[Article] - Retourner l'aimantation pour intervertire les pôles d'un aimant, est plus efficace quand c'est fait (très) vite.
L'utilisation du magnétisme (du spin) dans les technologies permet un nouveau degree de liberté par rapport à l'électronique conventionnelle, ainsi que de nouvelle fonctionalités. En particulier, l'utilisation du spin pourrait servir à développer des dispositifs plus rapides et frugales. Un point primordial pour augmenter la vitesse des dispositifs spintroniques est donc de pouvoir manipuler des aimants dans la gamme des THz et de bien comprendre la physique en jeu.
Pour ce faire, des chercheurs se sont intéressé au retournement de l'aimantation par couples de spin-orbite. Ce phénomène permet de retourner l'aimantation d'une couche magnétique en faisant passer un courant électrique à travers la couche, en exploitant des phénomènes dits de "spin-orbite". En 2020, l'équipe démontrait la possibilité de retourner l'aimantation d'une fine couche de cobalte à l'aide d'une seule impulsion de 6 picosecondes, tout un record de vitesse [1]. Dans cette étude ils ont aussi démontré que le retournement était bien dû à des couples de spin-orbites ultra-rapides. Depuis, une question centrale restait sans réponse : Quelle est l'énergie nécessaire pour ce retournement avec des impulsions aussi courtes ? Bien que rapide, est-il encore économe en énergie ?

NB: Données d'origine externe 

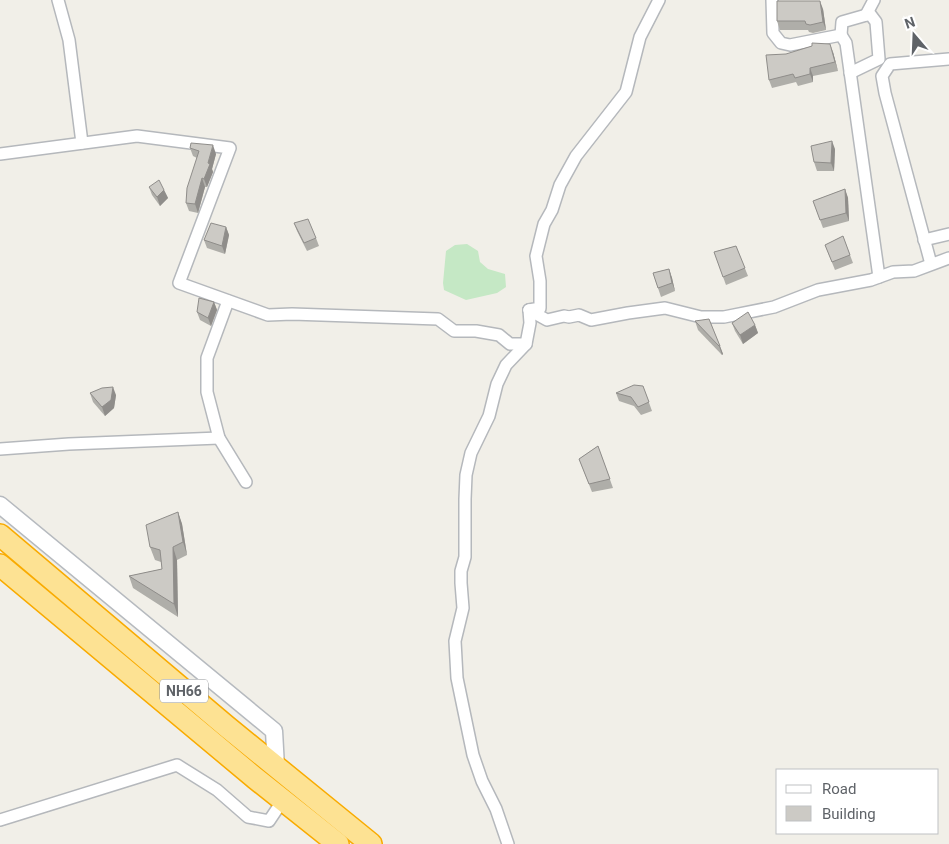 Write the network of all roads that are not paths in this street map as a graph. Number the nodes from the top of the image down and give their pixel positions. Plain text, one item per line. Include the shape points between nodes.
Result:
1 (58, 0) edge
2 (660, 0) edge
3 (772, 0) edge
4 (874, 0) edge
5 (866, 16) junction
6 (841, 35) junction
7 (949, 59) edge
8 (850, 73) junction
9 (82, 143) junction
10 (0, 154) edge
11 (949, 234) edge
12 (924, 240) junction
13 (949, 258) edge
14 (931, 264) junction
15 (879, 277) junction
16 (228, 301) junction
17 (529, 310) junction
18 (526, 344) junction
19 (219, 438) junction
20 (0, 449) edge
21 (246, 482) dead end
22 (0, 505) edge
23 (0, 535) edge
24 (0, 565) edge
25 (276, 767) junction
26 (283, 800) junction
27 (0, 820) edge
28 (338, 844) edge
29 (371, 844) edge
30 (508, 844) edge

1 - 9 street via 68,40
2 - 17 street via 640,37 626,92 576,156 560,185 544,224 536,256 540,308
3 - 6 street via 773,33 781,42 790,45
4 - 5 street
5 - 6 street via 842,22
5 - 8 street via 870,14 876,22 879,59
6 - 8 street via 846,43
7 - 12 street via 890,64 882,76
8 - 15 street
9 - 10 street
9 - 16 street via 137,136 230,148 179,284
11 - 12 street
12 - 14 street
13 - 14 street
14 - 15 street via 914,271 893,272
15 - 17 street via 818,290 774,307 724,317 701,317 665,308 590,320 579,315 547,320
16 - 18 street via 268,315 438,319 454,331 476,331 499,336 510,344
16 - 19 street via 207,358 207,392
17 - 18 street
18 - 30 street via 506,365 497,384 489,416 471,453 466,475 465,557 461,571 463,608 455,641 457,678 473,755
19 - 20 street
19 - 21 street
22 - 25 street via 274,731
23 - 25 highway, NH66
24 - 26 highway, NH66
25 - 29 highway, NH66
26 - 27 street via 269,821 248,817 217,790 177,765
26 - 28 highway, NH66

Pour répondre à cette question simple, les chercheurs ont dû développer une méthode pour caractériser finement l'amplitude de leurs impulsions ultra-courtes in-situ, c'est à dire, dans leurs guides d'ondes micrometriques qui transféraient l'impulsion dans l'échantillon magnétique. Ce travail [2], leur a permis de mesurer l'énergie porté par les impulsions électriques dans le régime picoseconde. Dans ce dernier travail [3], ils ont étendu la durée des impulsions jusqu'à dans le domaine des microsecondes en combinant plusieurs techniques différentes, et ils ont étendu l'étude à d'autres matériaux ferromagnétiques et ferri-magnetiques. Le résultat, une étude sur plus de 7 ordres de grandeurs en durée d'impulsions, sur 3 différents matériaux, qui montre une tendance universelle sur la consommation d’énergie : Plus l'impulsion est courte, et plus le gain énergétique est grand ! De plus les chercheurs ont comparé la consommation énergétique en utilisant des impulsions de courants et des impulsions de lumières, un autre phénomène connu sous le nom de retournement tout-optique de l'aimantation. Là aussi, les chercheurs ont démontré que les impulsions électriques picosecondes étaient plus économes en énergie. Finalement, un travail de simulations numériques leur a permis de comprendre que plus l'impulsion deviennent courte, et plus le retournement va devenir coherent, c'ést à dire que l'aimantation de toutes les différentes parties de l'échantillon auront la même exacte dynamique (comme les musiciens synchronisés dans un orchestre).
Ce travail propose une nouvelle façon d'étudier le retournement de l'aimantation sur des gammes d'impulsions allant du Hz au THz. Les résultats montrent une tendance générale pour l'efficacité énergétique dans 3 échantillons de nature extrêmement différentes. Ces résultats sont prometteurs dans le cadre du projet PEPR TOAST, car ils montrent que la manipulation d'information magnétique par des ondes THz est possible sur plusieurs systèmes, et toujours frugal.
Auteurs de l’article :
Eva Díaz, Alberto Anadón, Pablo Olleros-Rodríguez, Harjinder Singh, Héloïse Damas, Paolo Perna, Martina Morassi, Aristide Lemaître, Michel Hehn & Jon Gorchon.
Référence de l’article :
[1]-Jhuria, et al. Spin–orbit torque switching of a ferromagnet with picosecond electrical pulses. Nat Electron 3, 680–686 (2020)
[2] -Eva Díaz, et al. Calibration of terahertz sampling detectors for intense unipolar picosecond current pulses in waveguides. Appl. Phys. Lett. 2 October 2023; 123 (14): 141106
[3] Eva Diaz et al., Energy-efficient picosecond spin–orbit torque magnetization switching in ferro- and ferrimagnetic films. Nature Nanotechnology, 2024.